Ambassadeur de Serigne Touba auprès de Maodo

Cheikh Marouba Guèye jouait le rôle d’interface entre Se­rigne Touba Khadimou Ras­soul et son proche parent et frère en Islam, Seydi El Hadji Malick Sy Maodo. Il fut un ami de ce dernier. Il était le missionnaire du Fondateur du Mouridisme auprès de Ndiol Fama (Seydi El Hadji Malick Sy).

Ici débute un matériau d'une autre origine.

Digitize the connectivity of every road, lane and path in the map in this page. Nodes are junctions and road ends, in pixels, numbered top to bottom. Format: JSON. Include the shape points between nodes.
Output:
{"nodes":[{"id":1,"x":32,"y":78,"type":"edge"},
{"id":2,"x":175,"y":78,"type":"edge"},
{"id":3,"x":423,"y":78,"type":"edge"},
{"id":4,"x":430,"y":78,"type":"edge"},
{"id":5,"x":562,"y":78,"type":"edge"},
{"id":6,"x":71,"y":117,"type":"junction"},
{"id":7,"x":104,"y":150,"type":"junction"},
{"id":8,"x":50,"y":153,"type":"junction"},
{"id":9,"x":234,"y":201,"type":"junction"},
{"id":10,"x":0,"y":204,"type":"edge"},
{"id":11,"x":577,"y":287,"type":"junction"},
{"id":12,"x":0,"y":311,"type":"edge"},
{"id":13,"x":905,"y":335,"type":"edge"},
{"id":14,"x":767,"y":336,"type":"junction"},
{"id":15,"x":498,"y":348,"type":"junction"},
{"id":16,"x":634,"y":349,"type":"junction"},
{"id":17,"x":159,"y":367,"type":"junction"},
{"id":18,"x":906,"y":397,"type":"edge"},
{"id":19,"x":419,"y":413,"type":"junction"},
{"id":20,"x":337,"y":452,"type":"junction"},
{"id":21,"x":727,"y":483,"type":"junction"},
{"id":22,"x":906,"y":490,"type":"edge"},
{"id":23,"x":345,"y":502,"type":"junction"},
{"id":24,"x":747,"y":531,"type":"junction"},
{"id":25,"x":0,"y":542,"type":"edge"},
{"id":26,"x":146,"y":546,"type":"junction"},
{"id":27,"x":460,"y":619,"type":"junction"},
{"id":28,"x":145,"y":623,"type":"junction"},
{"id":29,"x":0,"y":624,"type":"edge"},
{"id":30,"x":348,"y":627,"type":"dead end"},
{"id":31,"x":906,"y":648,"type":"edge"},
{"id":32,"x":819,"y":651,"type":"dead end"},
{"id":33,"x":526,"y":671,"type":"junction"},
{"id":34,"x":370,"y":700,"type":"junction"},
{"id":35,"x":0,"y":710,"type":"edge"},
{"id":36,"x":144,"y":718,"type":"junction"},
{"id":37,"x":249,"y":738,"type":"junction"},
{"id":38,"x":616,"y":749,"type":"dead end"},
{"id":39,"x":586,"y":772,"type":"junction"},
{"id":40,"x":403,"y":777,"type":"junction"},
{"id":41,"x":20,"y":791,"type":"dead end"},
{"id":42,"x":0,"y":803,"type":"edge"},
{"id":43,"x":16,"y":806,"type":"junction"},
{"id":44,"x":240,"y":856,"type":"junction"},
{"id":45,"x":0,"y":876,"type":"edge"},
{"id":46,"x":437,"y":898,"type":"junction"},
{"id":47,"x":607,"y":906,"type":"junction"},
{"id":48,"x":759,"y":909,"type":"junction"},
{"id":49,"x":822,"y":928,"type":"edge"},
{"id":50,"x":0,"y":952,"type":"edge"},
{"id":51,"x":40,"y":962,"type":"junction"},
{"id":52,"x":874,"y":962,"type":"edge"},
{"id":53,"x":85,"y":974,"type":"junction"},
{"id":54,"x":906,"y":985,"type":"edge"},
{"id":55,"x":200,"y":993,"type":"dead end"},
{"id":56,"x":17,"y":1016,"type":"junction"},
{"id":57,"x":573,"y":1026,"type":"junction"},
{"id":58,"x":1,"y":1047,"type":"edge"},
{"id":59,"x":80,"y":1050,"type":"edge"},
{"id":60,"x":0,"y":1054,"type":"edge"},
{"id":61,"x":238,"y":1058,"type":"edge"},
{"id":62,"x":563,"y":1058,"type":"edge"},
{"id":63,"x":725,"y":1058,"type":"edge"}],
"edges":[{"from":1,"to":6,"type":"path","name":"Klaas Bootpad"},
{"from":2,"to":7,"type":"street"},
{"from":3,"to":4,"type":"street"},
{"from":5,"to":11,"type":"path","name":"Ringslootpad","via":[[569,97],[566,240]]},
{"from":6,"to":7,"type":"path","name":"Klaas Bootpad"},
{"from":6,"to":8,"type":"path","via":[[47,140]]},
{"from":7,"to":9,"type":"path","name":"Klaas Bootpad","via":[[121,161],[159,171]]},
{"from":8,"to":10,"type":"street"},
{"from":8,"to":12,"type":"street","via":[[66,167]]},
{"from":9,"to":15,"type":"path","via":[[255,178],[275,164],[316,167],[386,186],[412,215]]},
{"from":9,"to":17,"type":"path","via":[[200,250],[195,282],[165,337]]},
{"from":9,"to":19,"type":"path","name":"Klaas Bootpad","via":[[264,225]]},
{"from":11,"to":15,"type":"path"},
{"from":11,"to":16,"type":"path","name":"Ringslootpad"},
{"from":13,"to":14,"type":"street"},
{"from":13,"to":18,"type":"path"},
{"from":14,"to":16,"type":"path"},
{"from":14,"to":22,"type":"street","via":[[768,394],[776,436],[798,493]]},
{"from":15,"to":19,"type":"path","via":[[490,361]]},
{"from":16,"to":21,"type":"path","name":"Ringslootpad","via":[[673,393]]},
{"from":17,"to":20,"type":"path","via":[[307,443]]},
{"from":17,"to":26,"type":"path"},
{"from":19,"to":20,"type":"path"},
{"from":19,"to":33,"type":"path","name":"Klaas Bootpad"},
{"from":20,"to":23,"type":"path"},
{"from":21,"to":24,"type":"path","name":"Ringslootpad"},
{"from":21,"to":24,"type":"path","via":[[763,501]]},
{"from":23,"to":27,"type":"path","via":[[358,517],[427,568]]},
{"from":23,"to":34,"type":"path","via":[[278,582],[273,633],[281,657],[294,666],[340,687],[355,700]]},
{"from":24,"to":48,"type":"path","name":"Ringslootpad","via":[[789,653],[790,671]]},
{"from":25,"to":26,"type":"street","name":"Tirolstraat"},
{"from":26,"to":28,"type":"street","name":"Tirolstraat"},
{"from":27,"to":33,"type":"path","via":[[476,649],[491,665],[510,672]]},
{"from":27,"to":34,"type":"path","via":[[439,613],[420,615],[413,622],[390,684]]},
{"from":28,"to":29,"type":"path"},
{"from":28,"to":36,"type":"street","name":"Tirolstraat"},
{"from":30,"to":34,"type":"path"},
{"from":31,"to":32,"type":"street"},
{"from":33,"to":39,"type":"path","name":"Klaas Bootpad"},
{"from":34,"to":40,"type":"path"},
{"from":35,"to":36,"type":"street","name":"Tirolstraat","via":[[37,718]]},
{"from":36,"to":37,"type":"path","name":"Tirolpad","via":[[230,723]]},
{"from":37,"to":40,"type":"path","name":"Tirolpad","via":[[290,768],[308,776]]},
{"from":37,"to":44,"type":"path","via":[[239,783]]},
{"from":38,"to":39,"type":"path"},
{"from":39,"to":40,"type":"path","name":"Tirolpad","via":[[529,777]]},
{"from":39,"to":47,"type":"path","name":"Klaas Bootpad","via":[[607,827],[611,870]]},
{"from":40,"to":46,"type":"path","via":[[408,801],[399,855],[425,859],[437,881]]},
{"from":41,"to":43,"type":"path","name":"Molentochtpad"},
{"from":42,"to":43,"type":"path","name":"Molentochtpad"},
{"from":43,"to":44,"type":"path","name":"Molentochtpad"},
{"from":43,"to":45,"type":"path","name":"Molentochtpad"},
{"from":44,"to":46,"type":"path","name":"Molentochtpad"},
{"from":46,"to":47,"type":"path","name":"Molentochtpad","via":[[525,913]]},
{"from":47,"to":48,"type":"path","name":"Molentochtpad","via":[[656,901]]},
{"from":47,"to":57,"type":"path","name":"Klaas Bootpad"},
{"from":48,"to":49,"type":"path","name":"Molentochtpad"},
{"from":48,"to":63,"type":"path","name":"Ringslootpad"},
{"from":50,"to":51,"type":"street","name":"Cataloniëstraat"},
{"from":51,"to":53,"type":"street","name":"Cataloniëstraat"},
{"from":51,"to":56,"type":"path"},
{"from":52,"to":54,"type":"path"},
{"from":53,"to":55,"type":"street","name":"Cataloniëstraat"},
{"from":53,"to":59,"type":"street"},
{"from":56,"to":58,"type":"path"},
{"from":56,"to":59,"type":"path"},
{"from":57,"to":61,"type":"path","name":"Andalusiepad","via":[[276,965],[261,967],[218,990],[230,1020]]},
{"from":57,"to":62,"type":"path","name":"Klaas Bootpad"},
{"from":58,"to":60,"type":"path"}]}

« Il y avait une année où l’on éprouvait beaucoup de difficultés pour cultiver les vastes exploitations de Seydi El Hadji Malick Sy à Ndiarné. Serigne Touba demanda à Cheikh Ma­rouba Guèye et les disciples mourides de Tivaouane et environs d’aller lui prêter main forte. A la tête d’une impressionnante foule de talibés, Cheikh Marouba Guèye dirigea les travaux jusqu’au terme. On se rappelle que lors de la disparition de Mame Maodo en 1922, Serigne Touba qui était en résidence surveillée à Diourbel avait en­voyé une délégation composé de ses frères cadets Mame Cheikh Anta Mbacké, Serigne Balla Thioro Mbacké et son disciple Cheikh Marouba Guèye. D’ailleurs, dans son testament, El Hadji Malick Sy avait émis le souhait de voir Cheikh Marouba Guèye faire partie de ceux qui s’occupaient de lui », nous a confié El Hadji Yatma Guèye, membre de cette illustre famille.

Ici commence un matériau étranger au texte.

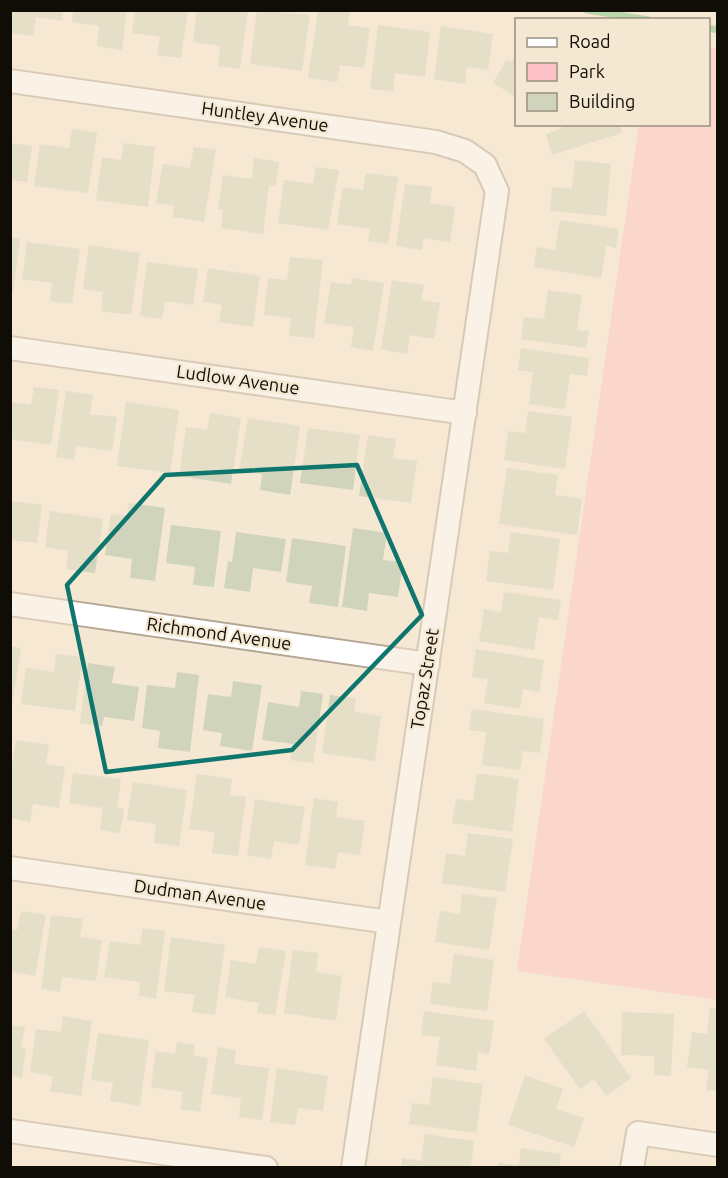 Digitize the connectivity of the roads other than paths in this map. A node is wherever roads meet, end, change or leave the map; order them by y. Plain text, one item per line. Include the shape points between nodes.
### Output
1 (10, 81) edge
2 (497, 191) joint
3 (10, 348) edge
4 (465, 413) junction
5 (10, 604) edge
6 (428, 664) junction
7 (10, 868) edge
8 (389, 922) junction
9 (10, 1131) edge
10 (717, 1145) edge
11 (266, 1167) edge
12 (353, 1167) edge
13 (632, 1167) edge

1 - 2 street, Huntley Avenue via 436,142 465,151 485,165
2 - 4 street, Topaz Street
3 - 4 street, Ludlow Avenue
4 - 6 street, Topaz Street
5 - 6 street, Richmond Avenue
6 - 8 street, Topaz Street
7 - 8 street, Dudman Avenue
8 - 12 street, Topaz Street
9 - 11 street
10 - 13 street via 638,1133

Disparition de Cheikh  Marouba Guèye en 1940

Cheikh Marouba Guèye qui avait de bonnes relations avec toute la famille du Cheikh (il a fait porter les noms de filles et fils à Serigne Touba et à sa progéniture), avec les familles des différents « Cheikhs », ses frères en Islam, les autorités étatiques de son temps, s’éteignit en 1940. Il fut succédé à la tête de sa famille par son fils aîné Serigne Modou Guèye Khary(1940-1941); Serigne Touba Guèye (1941-1975); Serigne Mbaye Fsty Guèye (1975-2008); Serigne Massamba Guèye (2008-2015); Serigne Bassirou Guèye (2015-2018).

Depuis, c’est Serigne Mousta­pha Guèye qui a ouvert l’ère des petits-fils. Yala nafi yag lool té wër. Amine.

Rappelons que la famille de Keur Cheikh Marouba Guèye organise chaque année le Magal des deux « rakkats » en commémoration de la prière de 2 « rakkats » effectuée en juin 1903 à Tivaouane.